Let's denote the components a,b,c,d... by their Column number. a=1, b=2 etc.
The rows are 'subsets.' Let's say that the EXISTING subsets are S1,...Sm. (These are the ones that HAVE to be covered.)
Notation for NEW subsets
This is the step where we introduce NEW subsets.
Let's call the 'atomic' subsets as a_x
. All a
subsets have only one component.
a1 is the subset {1,0,0,0}
a2 is the subset {0,1,0,0}
a3 is the subset {1,0,1,0}
...
Let bxy
be subsets with two components.
So `b13` is the subset with component 1 and 3 being present.
b13 = {1, 0, 1, 0}
b34 = {0, 0, 1, 1} etc.
cxyz are subsets with three components.
For example, c124 = { 1, 1, 0, 1} etc.
d subsets will have 4 components
e subsets will have 5 components
and so on.
Row Generation Step
Given an EXISTING Set, we generate only the needed NEW a, b, c ... subsets as we need.

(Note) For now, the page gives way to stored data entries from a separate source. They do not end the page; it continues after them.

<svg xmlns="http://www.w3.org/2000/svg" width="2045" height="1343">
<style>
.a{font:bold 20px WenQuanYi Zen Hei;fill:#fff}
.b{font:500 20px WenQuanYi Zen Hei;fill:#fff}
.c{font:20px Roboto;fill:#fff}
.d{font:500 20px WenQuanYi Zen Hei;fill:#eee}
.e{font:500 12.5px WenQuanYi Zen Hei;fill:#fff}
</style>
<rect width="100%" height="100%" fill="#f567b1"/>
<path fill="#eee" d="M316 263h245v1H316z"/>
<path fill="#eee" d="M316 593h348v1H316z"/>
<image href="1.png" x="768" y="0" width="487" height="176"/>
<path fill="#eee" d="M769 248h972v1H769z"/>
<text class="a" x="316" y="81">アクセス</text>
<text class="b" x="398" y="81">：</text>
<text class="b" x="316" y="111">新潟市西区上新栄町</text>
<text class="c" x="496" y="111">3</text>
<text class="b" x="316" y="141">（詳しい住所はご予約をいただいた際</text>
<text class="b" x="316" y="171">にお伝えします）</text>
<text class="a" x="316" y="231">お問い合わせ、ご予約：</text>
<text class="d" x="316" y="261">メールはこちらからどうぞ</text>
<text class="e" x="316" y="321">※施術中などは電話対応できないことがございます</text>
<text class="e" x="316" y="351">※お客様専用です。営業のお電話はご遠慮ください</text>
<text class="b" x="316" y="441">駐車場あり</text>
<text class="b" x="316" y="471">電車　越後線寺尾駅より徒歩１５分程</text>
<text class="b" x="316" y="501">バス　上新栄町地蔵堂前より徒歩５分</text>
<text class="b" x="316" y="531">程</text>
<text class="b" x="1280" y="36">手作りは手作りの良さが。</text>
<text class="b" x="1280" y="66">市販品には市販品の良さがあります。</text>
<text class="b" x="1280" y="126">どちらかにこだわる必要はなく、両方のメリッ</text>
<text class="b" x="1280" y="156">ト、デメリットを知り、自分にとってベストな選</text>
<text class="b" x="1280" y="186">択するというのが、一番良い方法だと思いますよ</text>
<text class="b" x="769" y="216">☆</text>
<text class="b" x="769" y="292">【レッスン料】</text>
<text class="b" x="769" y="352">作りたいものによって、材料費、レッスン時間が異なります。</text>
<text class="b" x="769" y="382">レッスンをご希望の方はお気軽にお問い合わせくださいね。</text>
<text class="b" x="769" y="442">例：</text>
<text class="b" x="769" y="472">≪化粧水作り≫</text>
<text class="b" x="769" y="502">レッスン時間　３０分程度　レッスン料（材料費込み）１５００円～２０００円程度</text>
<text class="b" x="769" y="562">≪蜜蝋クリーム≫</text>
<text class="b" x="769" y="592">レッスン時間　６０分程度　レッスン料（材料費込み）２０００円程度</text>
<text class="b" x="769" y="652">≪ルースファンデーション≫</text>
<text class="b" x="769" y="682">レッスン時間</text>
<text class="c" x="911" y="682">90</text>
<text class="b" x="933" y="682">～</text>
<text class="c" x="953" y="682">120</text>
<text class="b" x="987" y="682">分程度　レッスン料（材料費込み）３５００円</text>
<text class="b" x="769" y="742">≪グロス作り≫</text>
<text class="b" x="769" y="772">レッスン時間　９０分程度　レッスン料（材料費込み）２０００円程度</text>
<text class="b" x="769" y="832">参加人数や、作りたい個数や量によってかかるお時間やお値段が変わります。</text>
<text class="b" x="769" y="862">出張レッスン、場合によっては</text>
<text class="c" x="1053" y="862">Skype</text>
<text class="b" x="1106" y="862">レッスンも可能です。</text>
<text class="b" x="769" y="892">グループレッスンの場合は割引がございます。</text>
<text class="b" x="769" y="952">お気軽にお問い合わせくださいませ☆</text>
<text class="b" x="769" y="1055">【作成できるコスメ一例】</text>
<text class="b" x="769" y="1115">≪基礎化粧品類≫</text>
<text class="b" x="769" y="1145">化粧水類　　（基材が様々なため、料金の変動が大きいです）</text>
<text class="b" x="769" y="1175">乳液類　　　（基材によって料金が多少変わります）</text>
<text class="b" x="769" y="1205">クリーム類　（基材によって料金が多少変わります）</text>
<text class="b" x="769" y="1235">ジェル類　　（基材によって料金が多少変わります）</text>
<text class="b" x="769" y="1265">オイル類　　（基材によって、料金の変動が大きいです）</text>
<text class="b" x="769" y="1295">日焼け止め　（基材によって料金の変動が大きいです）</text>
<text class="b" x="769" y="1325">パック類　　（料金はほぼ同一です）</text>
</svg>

For example, let's take the subset S1 = {1, 0, 1, 1}
Meaningful sets needed that can help create S1 are
a1, a3, a4. (Note that a2 is not needed since component b is not a component in S1}
b11, b13, b34.
c134
PREPROCESSING STEP: For each Sj in EXISTING SETS, generate new sub sets, using the procedure mentioned above. We create only as many ax, bxy, cxyz dxyzw... as needed. This step is needed before the formulation step.
In the worst case, there are (2^num_components-1) subsets needed per Sj. But they are easy to generate.
Example Problem
Now the formulation for the following problem:
a b c d
1 1 1 1
2 1 1 1
3 1 1 1
4 1 1
5 1 1 1 1
We will have one constraint for each ROW. Each set has to be "covered"
For the problem above, here's the formulation
Formulation
Objective Minimize sum of all Subsets.
Min sum (a_x) + sum (b_xy) + sum (c_xyz) + sum (d_xyzw)
Subject to:
a1 + a2 + a3 + b11 + b12 + b13 + c123 >= 1 \\ Set 1 has to be formed
a1 + a2 + a3 + b11 + b12 + b13 + c123 >= 1 \\ Set 2 has to be formed
a1 + a2 + a3 + b11 + b12 + b13 + c123 >= 1 \\ Set 3 has to be formed
a4 + a5 + b34 >= 1 \\ Set 4 has to be formed
a1 + a2 + a3 + a4 + b11 + b12 + ..+ b34 + c123 + ...+ d1234 >= 1 \\ Set 5 has to be formed
a's, b's, c's, d's Binary
Upper bound: By exploiting the fact that you need at most j subsets (Number of existing Subsets) you can even add a cut. Objective function has to be j or lower.
Hope that helps.